All lines containing the string "TSUIJI" must be copied from the entries.

(RECORDS TO USE begins)

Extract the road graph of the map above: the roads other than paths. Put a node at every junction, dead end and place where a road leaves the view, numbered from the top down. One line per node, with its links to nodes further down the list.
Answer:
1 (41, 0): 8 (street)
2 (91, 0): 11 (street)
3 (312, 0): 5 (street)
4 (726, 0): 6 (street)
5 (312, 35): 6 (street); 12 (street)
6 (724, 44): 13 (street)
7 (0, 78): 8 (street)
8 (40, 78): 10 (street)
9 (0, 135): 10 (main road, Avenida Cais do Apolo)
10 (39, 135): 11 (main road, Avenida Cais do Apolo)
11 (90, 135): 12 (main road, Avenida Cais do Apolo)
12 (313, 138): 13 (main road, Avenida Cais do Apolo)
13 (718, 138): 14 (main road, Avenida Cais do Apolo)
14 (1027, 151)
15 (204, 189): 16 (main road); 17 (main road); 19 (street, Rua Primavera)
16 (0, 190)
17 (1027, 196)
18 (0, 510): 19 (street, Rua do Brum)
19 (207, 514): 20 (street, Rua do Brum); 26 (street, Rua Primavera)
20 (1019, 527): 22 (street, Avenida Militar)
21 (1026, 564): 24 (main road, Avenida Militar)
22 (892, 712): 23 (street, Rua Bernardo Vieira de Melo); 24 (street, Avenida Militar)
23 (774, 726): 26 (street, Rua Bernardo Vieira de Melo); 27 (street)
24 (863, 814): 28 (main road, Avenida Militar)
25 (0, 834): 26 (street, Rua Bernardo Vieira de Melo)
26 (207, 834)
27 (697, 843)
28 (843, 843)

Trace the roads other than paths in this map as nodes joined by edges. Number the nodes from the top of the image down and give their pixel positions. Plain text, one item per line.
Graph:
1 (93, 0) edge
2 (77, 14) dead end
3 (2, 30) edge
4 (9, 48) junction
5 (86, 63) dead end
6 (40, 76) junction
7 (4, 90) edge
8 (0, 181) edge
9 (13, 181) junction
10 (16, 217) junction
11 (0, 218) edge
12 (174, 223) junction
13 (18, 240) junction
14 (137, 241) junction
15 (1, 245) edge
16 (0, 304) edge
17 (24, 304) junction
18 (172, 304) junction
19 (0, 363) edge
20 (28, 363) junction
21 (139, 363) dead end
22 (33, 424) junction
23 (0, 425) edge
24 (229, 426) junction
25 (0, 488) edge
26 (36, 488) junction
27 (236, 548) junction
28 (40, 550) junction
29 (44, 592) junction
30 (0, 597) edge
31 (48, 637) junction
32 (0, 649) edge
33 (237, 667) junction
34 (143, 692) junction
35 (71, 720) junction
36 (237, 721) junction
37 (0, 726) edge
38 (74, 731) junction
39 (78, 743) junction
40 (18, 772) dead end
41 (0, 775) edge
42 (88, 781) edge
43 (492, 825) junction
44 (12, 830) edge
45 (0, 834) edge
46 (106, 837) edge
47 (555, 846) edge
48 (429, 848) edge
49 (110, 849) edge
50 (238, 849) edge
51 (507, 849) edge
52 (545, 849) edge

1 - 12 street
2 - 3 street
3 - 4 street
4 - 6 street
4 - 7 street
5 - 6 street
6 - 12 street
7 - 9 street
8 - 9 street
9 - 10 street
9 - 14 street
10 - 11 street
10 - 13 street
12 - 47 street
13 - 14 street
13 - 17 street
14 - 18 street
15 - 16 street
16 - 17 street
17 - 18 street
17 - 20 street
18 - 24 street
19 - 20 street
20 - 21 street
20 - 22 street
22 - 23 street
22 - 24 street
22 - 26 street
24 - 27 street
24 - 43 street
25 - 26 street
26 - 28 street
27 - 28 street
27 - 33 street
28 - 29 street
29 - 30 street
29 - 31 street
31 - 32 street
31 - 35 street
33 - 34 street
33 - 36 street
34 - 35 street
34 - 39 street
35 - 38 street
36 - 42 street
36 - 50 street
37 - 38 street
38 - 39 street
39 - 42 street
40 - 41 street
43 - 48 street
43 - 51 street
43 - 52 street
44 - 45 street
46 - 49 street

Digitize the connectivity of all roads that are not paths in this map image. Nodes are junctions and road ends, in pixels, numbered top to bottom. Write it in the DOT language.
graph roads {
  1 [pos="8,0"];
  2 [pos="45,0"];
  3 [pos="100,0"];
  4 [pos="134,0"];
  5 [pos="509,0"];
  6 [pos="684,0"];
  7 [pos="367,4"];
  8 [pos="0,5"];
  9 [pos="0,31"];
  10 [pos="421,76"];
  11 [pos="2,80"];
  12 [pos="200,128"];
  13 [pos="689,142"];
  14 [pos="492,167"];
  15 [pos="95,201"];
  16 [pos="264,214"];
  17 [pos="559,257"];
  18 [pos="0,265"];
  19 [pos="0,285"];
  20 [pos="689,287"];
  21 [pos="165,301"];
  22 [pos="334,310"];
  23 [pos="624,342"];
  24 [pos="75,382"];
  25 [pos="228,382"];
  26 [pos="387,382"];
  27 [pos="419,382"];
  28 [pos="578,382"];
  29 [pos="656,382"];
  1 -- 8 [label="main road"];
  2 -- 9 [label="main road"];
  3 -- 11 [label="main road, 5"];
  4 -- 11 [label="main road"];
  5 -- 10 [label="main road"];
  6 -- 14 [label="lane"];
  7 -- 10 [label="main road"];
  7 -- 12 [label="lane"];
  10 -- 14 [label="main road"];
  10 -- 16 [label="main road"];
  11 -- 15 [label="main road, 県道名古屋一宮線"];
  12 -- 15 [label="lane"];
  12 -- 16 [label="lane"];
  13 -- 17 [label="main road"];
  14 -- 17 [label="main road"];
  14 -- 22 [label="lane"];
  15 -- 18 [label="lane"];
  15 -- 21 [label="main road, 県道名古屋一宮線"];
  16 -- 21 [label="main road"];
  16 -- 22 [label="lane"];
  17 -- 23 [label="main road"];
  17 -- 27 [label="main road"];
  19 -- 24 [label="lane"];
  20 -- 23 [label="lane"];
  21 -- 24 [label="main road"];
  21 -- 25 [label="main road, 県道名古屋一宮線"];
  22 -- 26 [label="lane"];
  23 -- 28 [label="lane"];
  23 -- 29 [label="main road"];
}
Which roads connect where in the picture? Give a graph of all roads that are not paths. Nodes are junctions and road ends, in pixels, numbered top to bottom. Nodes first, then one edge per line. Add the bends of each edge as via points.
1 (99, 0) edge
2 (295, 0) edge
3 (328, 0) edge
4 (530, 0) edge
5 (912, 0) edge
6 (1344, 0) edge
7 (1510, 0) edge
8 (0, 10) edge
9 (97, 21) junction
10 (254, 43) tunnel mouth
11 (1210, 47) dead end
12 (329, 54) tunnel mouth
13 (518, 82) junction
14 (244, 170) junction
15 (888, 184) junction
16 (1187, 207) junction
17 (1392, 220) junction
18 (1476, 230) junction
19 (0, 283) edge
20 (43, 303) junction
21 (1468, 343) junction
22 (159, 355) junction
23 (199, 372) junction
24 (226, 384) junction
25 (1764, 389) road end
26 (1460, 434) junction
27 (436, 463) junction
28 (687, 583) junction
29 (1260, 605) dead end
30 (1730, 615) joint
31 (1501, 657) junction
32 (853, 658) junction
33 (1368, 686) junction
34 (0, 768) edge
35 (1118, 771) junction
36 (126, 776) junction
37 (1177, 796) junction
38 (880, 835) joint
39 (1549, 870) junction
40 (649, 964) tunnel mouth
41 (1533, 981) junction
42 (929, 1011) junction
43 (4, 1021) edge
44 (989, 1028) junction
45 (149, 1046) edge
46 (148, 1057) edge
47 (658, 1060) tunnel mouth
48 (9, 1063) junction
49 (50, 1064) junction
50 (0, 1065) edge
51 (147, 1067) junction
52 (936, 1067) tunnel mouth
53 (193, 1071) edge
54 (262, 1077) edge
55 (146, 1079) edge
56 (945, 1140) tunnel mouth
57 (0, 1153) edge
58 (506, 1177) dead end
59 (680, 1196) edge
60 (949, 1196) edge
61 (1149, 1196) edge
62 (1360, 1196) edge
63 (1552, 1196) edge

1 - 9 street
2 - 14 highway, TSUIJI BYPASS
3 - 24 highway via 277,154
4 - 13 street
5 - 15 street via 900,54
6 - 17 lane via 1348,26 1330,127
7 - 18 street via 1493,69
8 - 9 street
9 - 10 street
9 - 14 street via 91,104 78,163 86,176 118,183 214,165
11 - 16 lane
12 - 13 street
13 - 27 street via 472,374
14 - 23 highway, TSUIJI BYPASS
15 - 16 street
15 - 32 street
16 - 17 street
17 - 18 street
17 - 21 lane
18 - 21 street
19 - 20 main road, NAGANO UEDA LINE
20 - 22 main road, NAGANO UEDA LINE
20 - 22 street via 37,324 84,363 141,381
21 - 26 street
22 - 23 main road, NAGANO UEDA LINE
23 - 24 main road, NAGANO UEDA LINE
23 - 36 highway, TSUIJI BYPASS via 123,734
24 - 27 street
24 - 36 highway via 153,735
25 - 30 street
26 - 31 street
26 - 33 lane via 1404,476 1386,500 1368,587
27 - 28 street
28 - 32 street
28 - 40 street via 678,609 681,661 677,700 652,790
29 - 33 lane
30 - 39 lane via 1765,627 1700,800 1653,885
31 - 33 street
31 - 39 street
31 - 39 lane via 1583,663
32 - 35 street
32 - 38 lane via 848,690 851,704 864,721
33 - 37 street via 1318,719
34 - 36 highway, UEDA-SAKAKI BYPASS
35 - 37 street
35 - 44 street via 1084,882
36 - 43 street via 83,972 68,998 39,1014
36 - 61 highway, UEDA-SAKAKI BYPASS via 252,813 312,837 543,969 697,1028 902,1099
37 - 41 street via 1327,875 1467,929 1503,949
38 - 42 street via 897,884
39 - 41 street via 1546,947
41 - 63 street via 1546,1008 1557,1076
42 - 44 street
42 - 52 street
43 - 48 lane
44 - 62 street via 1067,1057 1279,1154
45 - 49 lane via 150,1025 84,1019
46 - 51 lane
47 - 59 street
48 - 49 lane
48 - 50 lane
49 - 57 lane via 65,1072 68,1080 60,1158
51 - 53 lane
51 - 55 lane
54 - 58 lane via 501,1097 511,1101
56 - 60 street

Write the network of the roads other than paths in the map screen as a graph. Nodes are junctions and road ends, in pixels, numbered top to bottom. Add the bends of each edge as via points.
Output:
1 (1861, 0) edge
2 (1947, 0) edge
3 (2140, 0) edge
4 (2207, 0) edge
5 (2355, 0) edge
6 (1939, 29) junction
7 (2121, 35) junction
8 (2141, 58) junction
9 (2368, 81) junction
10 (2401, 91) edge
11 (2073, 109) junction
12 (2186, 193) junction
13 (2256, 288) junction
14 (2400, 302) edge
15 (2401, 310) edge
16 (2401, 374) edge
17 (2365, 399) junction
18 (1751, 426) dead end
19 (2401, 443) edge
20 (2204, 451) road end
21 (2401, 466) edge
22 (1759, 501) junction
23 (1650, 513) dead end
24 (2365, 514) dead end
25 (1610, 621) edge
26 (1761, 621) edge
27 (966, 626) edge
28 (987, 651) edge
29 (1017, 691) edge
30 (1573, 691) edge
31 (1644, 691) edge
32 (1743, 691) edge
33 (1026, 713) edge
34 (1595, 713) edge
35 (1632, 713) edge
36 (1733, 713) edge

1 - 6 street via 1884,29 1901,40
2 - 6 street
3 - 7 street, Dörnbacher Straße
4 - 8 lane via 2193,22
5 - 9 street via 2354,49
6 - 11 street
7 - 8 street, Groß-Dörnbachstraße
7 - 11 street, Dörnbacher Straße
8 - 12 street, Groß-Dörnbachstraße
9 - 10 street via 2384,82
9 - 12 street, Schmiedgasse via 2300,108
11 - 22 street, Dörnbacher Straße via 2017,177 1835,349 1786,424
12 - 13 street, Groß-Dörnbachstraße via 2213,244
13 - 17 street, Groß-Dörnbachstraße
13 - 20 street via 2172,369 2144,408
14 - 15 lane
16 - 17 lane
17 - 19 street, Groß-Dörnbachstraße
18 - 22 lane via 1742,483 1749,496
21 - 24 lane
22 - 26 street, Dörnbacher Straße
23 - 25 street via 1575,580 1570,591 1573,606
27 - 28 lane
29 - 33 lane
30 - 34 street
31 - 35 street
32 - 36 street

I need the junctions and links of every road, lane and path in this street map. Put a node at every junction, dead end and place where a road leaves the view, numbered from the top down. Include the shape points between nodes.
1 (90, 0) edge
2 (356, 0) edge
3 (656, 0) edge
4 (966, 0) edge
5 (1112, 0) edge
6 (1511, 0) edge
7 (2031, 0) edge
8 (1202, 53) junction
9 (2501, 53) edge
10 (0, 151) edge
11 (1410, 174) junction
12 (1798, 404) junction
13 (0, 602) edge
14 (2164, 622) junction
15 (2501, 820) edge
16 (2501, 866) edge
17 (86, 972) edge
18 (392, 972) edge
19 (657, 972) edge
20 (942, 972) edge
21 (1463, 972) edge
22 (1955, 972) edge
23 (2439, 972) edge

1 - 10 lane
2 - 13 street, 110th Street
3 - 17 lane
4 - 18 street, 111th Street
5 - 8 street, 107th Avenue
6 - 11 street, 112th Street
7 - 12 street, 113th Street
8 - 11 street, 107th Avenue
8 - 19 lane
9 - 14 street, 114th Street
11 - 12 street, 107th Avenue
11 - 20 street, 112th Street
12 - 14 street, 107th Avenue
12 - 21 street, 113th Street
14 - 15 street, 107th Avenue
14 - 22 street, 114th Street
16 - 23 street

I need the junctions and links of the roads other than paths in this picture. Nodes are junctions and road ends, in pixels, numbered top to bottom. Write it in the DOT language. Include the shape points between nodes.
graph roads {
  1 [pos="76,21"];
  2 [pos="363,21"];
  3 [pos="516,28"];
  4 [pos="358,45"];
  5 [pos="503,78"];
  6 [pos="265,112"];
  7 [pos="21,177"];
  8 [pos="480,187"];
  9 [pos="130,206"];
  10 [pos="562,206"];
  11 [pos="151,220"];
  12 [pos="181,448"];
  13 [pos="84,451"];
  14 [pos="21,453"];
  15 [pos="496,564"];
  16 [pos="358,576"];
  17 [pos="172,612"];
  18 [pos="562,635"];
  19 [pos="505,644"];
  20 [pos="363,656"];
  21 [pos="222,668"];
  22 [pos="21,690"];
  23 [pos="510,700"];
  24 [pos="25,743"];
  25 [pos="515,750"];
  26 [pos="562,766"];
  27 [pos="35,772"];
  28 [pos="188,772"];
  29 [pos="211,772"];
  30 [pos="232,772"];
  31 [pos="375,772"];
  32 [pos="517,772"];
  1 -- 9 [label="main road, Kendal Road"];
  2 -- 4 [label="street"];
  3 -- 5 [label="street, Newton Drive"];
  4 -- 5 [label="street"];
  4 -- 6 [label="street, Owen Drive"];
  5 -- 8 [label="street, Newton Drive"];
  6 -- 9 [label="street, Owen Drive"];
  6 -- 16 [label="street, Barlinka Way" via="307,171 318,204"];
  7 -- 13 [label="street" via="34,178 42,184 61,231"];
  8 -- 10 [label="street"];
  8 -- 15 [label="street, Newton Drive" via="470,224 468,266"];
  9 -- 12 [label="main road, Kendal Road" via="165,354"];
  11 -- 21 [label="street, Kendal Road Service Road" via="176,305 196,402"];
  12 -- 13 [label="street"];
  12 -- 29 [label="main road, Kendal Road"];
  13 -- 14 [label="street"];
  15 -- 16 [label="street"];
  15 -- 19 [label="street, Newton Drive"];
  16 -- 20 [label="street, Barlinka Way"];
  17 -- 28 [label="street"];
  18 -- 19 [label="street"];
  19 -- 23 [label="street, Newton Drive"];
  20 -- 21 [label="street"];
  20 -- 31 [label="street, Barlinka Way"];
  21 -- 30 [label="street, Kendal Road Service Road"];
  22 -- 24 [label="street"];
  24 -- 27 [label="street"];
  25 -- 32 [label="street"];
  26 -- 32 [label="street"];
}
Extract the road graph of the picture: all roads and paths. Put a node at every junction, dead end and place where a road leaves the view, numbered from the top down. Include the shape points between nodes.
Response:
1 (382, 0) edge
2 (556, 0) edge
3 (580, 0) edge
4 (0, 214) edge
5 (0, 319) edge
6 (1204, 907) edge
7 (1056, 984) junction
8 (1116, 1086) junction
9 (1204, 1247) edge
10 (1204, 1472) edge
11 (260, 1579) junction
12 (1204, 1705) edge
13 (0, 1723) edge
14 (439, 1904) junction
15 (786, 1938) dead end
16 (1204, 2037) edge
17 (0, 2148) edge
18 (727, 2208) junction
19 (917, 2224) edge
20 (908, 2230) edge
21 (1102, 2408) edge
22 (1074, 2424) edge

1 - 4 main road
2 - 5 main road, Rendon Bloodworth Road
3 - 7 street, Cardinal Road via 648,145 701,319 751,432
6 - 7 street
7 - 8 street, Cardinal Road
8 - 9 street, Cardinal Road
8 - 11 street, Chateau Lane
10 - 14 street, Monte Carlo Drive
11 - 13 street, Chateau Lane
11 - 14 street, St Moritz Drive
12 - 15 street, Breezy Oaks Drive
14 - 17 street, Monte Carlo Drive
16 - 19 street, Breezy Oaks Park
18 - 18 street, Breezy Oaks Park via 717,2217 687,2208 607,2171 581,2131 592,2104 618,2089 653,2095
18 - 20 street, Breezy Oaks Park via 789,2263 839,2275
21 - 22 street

(RECORDS TO USE ends)

*OUTPUT FOR THIS EXERCISE*
2 - 14 highway, TSUIJI BYPASS
14 - 23 highway, TSUIJI BYPASS
23 - 36 highway, TSUIJI BYPASS via 123,734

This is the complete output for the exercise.